PSYC235 Lecture 4 & 5 Reliability and Validity/ Psychometric tests
What is validity?
The extent to which the scores from a meausre represent the variable they are intended to. Validity is concerned with ascertaining if something does what it is supposed to do i.e. the truthfulness of a measure.
What are the 3 basic kinds of validity?
1) Face validity 2) Content validity 3) Criterion validity
What are 3 different types of reliability?
1) Test-retest reliability (reliability over time) 2) Internal consistency (reliability across items) 3) Inter-rater reliability (reliability across different researchers)
How is content validity assessed?
By carefully checking the measurement method against the conceptual definition of the construct
How can internal consistency be assessed?
By using the split-half method
What is content validity?
The extent to which a measure covers the construct of interest i.e. whether the measure includes all necessary items to measure the concept in question
What is face validity?
The extent to which a measurement method appears to measure the construct of interest 'on the face of it'. It is the simplest test of validity and is largely subjective.

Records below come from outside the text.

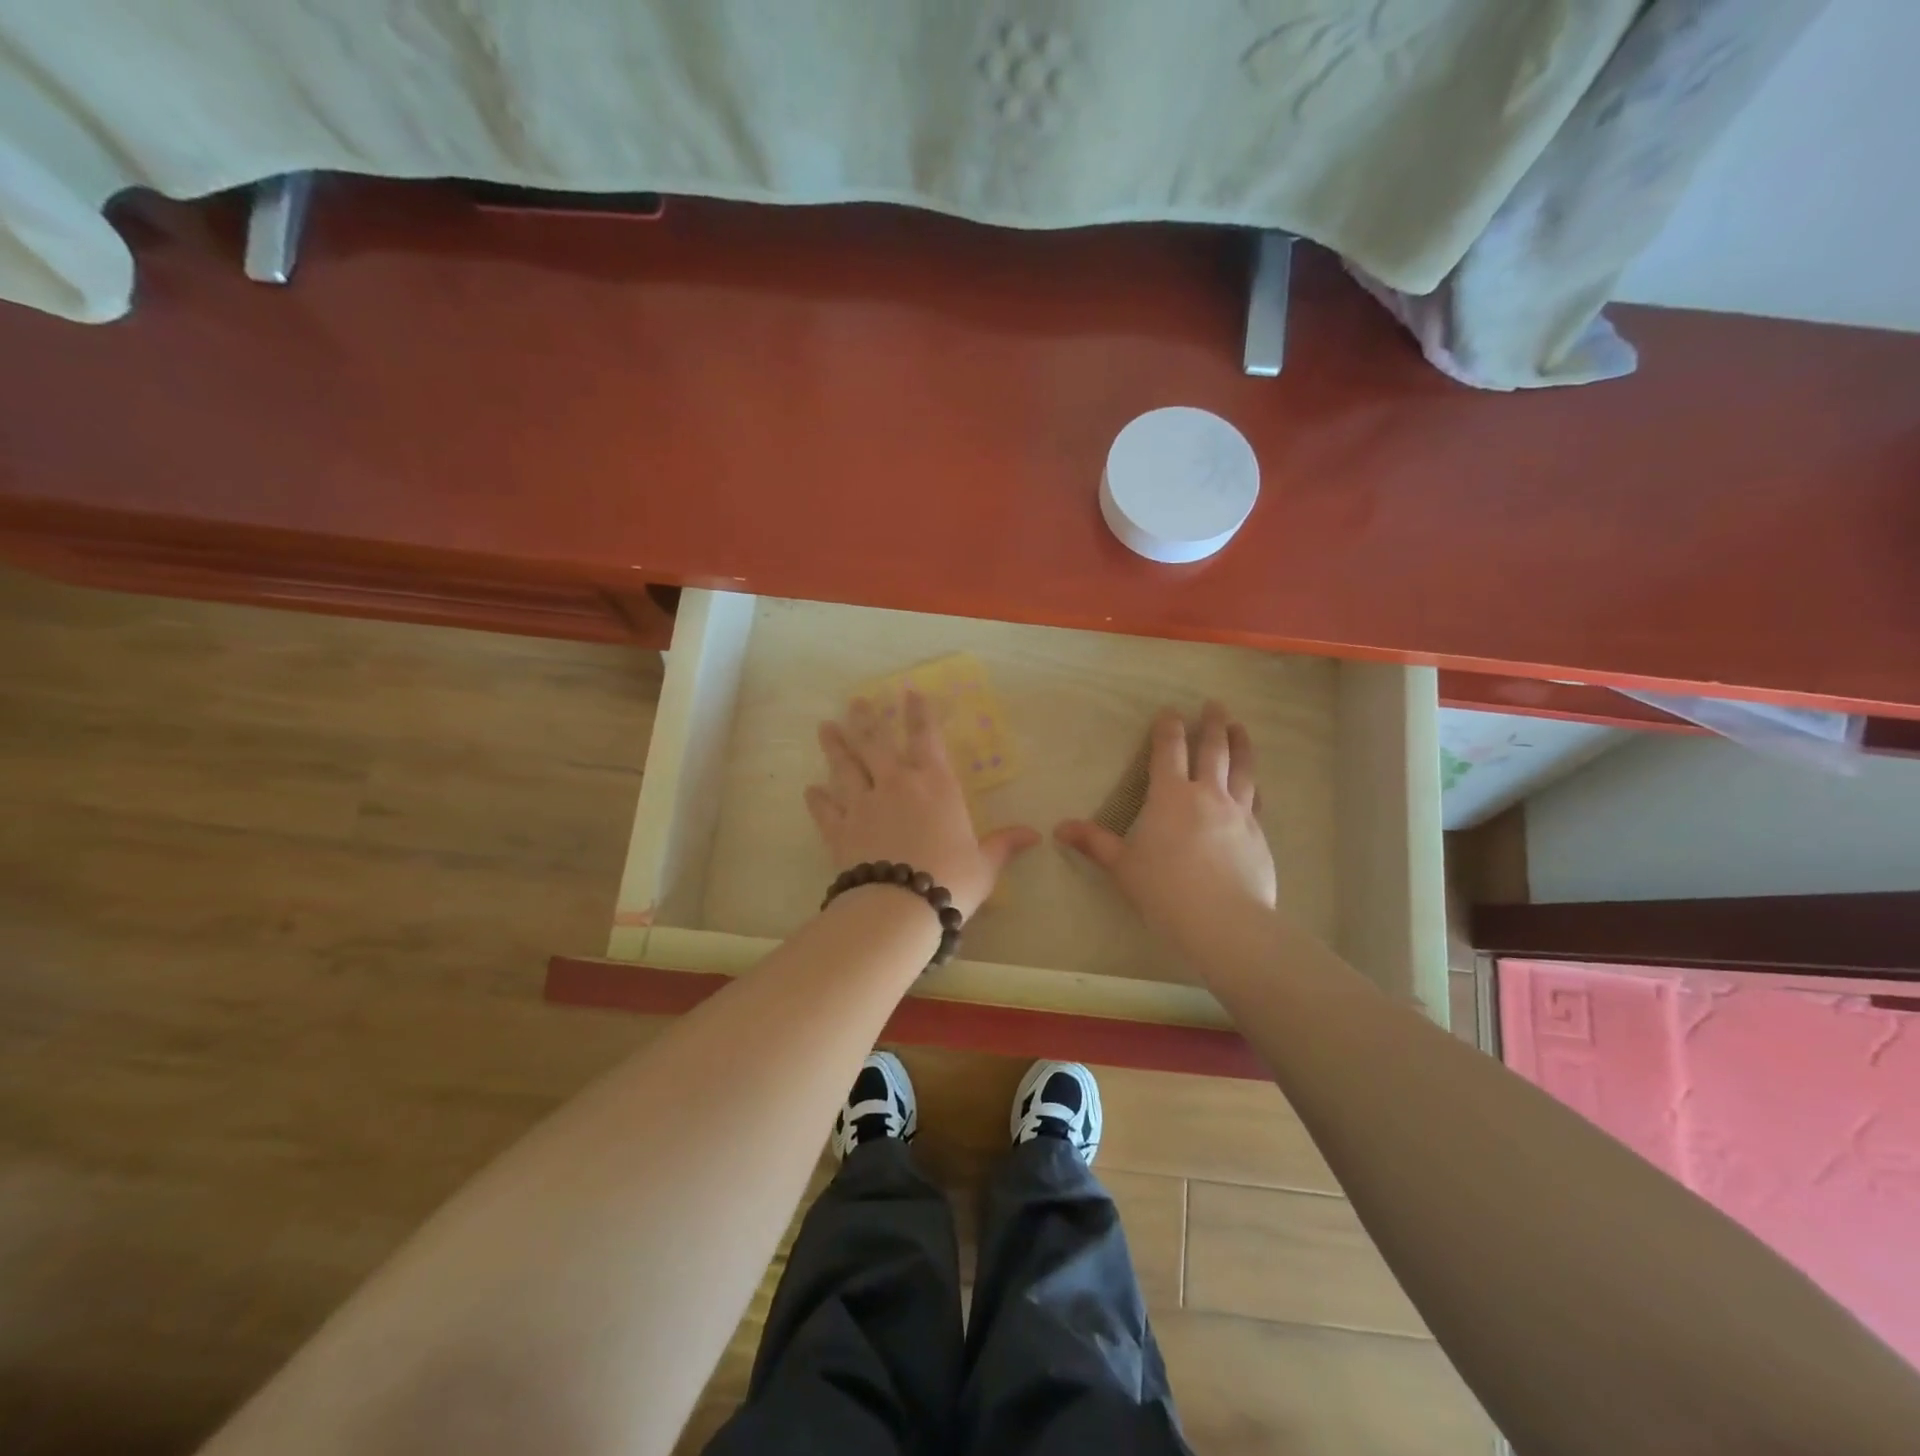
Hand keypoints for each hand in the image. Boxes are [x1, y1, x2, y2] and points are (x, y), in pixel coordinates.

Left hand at [806, 691, 1039, 919]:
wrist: (899, 906)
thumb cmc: (950, 880)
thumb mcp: (984, 864)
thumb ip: (1004, 844)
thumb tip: (1035, 834)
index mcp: (935, 785)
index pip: (926, 737)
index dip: (918, 712)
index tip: (909, 691)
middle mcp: (896, 784)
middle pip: (876, 744)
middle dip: (866, 719)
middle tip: (855, 701)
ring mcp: (863, 804)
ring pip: (845, 767)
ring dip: (835, 746)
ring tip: (826, 728)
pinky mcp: (839, 829)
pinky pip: (826, 809)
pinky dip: (818, 799)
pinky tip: (811, 790)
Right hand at [1055, 701, 1276, 942]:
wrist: (1225, 921)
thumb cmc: (1164, 890)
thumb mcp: (1122, 867)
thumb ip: (1095, 843)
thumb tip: (1059, 828)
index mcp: (1170, 796)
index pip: (1168, 751)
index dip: (1168, 728)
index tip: (1171, 710)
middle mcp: (1207, 795)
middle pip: (1212, 750)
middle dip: (1212, 724)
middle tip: (1215, 704)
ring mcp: (1238, 813)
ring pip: (1242, 768)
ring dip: (1240, 744)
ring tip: (1240, 728)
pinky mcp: (1258, 835)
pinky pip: (1256, 800)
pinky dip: (1253, 785)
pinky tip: (1255, 785)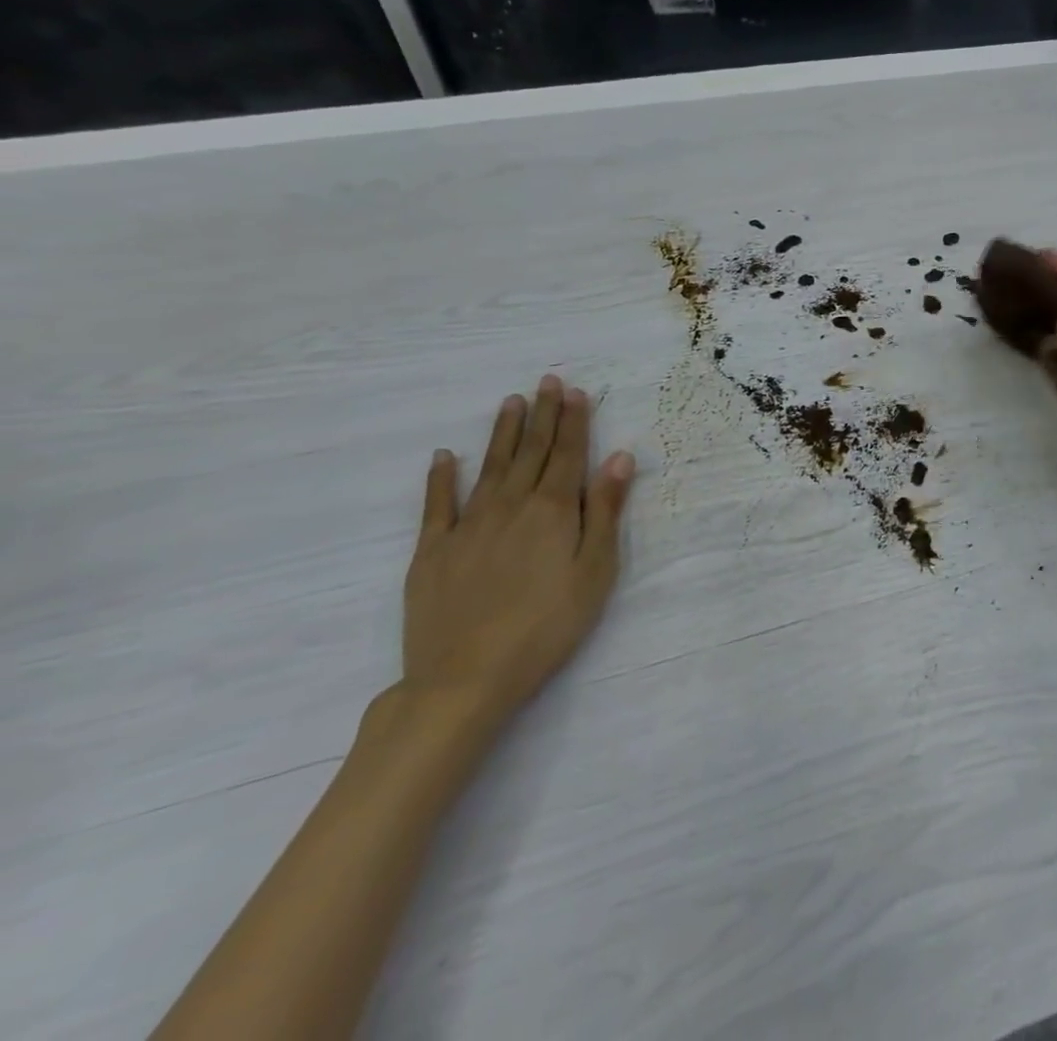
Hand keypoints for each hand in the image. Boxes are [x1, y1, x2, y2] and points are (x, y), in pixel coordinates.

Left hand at [400, 376, 637, 727]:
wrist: (465, 678)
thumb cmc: (547, 625)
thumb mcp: (594, 571)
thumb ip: (604, 511)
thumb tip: (619, 458)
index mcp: (553, 510)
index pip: (568, 454)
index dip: (573, 421)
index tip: (575, 391)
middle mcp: (511, 506)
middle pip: (531, 452)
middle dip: (542, 415)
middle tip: (546, 381)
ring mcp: (468, 526)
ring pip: (490, 467)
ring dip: (502, 433)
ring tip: (510, 402)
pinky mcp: (433, 551)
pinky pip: (437, 505)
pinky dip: (441, 478)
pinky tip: (444, 457)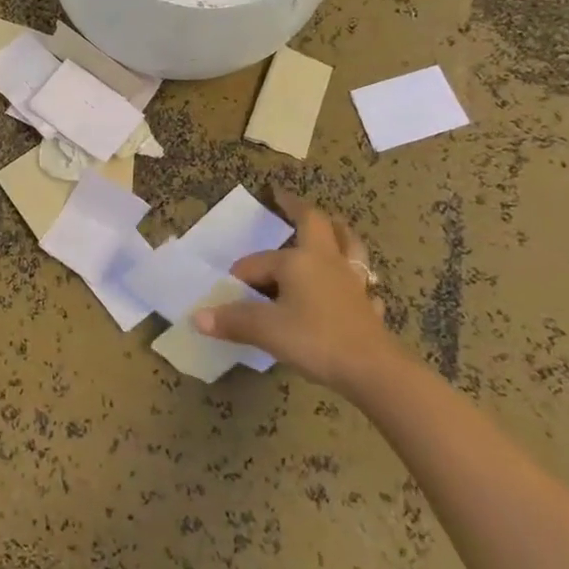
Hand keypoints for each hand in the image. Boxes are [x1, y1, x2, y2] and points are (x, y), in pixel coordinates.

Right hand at [194, 192, 397, 390]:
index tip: (227, 295)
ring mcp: (352, 282)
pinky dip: (357, 278)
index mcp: (298, 260)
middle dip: (298, 209)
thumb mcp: (266, 330)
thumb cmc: (315, 339)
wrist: (372, 370)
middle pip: (316, 224)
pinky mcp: (368, 306)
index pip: (257, 263)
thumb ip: (231, 320)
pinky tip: (355, 287)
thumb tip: (196, 317)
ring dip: (338, 232)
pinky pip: (363, 282)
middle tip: (284, 197)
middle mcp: (326, 261)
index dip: (240, 277)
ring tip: (332, 225)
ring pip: (349, 245)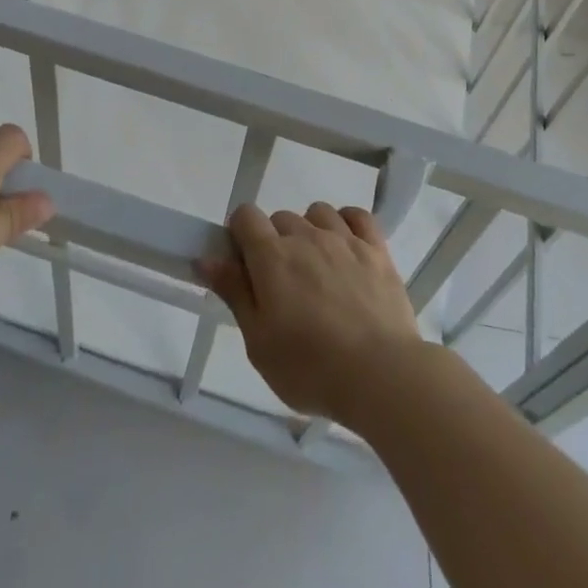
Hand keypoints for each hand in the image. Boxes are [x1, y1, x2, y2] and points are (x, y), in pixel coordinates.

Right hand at [198, 202, 426, 424]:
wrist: (381, 374)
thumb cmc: (310, 368)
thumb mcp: (258, 341)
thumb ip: (234, 292)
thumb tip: (206, 257)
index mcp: (272, 256)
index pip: (245, 216)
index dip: (239, 234)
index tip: (243, 265)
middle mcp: (306, 236)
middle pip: (280, 218)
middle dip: (274, 242)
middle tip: (281, 285)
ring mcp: (345, 239)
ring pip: (318, 213)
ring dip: (310, 231)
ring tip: (316, 269)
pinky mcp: (376, 249)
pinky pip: (357, 216)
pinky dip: (347, 223)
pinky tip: (346, 247)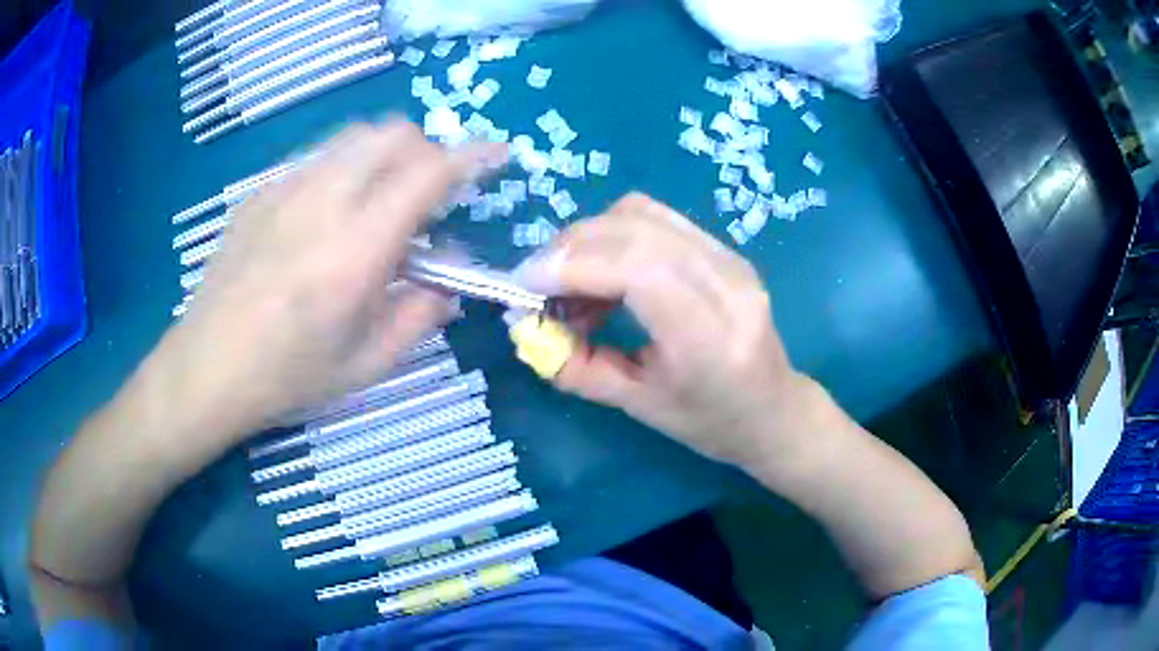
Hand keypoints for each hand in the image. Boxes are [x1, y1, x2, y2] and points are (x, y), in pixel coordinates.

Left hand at [167, 119, 505, 433]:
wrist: (206, 368)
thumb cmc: (286, 377)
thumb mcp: (367, 365)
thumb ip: (420, 315)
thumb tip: (447, 281)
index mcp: (355, 251)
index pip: (428, 174)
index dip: (472, 157)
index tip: (495, 156)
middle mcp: (321, 203)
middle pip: (391, 134)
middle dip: (424, 152)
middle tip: (426, 195)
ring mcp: (284, 191)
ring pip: (352, 138)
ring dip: (383, 157)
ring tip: (377, 202)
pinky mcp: (259, 194)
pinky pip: (315, 159)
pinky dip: (341, 171)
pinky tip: (325, 218)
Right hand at [515, 193, 814, 468]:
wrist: (774, 410)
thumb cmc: (711, 423)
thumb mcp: (638, 407)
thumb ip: (577, 367)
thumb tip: (525, 329)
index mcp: (709, 337)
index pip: (636, 268)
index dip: (572, 264)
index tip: (526, 284)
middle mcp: (726, 283)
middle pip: (634, 230)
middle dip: (569, 247)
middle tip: (538, 284)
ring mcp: (730, 258)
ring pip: (641, 214)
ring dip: (590, 238)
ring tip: (571, 283)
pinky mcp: (724, 248)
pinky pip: (655, 219)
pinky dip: (613, 236)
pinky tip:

What is Inter-Rater reliability?
The extent to which different observers are consistent in their judgements.
Give an example of how inter-rater reliability would have been measured in Bandura's bobo doll study?
The observers rating of how many acts of aggression a particular child committed while playing with the bobo doll should have been highly positively correlated.
What is concurrent validity?
This is a type of criterion validity that looks at how well the test correlates with other established tests, at around the same time.
What is predictive validity?
This is a type of criterion validity that looks at how well the test predicts something in the future such as job performance or degree grade etc.
What is convergent validity?
This is a type of criterion validity where criteria also included other measures of the same construct.
What is criterion validity?
This is the extent to which people's scores on a measure are correlatred with other variables (known as the criteria) that oen would expect them to be correlated with.
What is discriminant validity?
This is the extent to which scores on a measure are not correlated with measures of variables that are conceptually distinct, i.e. the degree to which iterms designed to measure different constructs discriminate between each other. A new scale should not correlate with other scales designed to measure a different construct.
What Pearson's r value indicated good reliability?
+.80
What is a criteria in 'Criterion validity'? Give an example
A criterion can be any variable that one has reason to think should be correlated with the construct being measured. E.g. you would expect test anxiety scores to be negatively correlated with exam performance. You would also expect test anxiety scores to positively correlated with general anxiety and blood pressure during exams.
On SPSS what do you do to check internal consistency using split-half?
Analyse > scale > reliability analysis Load items in chronological order in the box (although this method depends on the way you want to split the items) Click 'model' drop down menu and select split-half Output will appear. Here, we are most interested in Spearman-Brown Coefficient. You look at equal length items row if you have equal number of items. If you have odd number of items, you report unequal length. You would report whether the scale has acceptable internal consistency (r= .) r should always be reported to 2 decimal places with no 0 before the decimal point.
On SPSS what do you do to check test-retest reliability?
Analyse> Correlate> Bivariate > transfer both variables across to variables box> Tick Pearsons > Tick flag significant correlations > Clikc OK Output should then appear on screen. You then report whether the scale has acceptable test-retest reliablility (r= . p=) r should always be reported to 2 decimal places, with no 0 before the decimal point.
On SPSS, what do you do to check internal consistency using Cronbach's alpha?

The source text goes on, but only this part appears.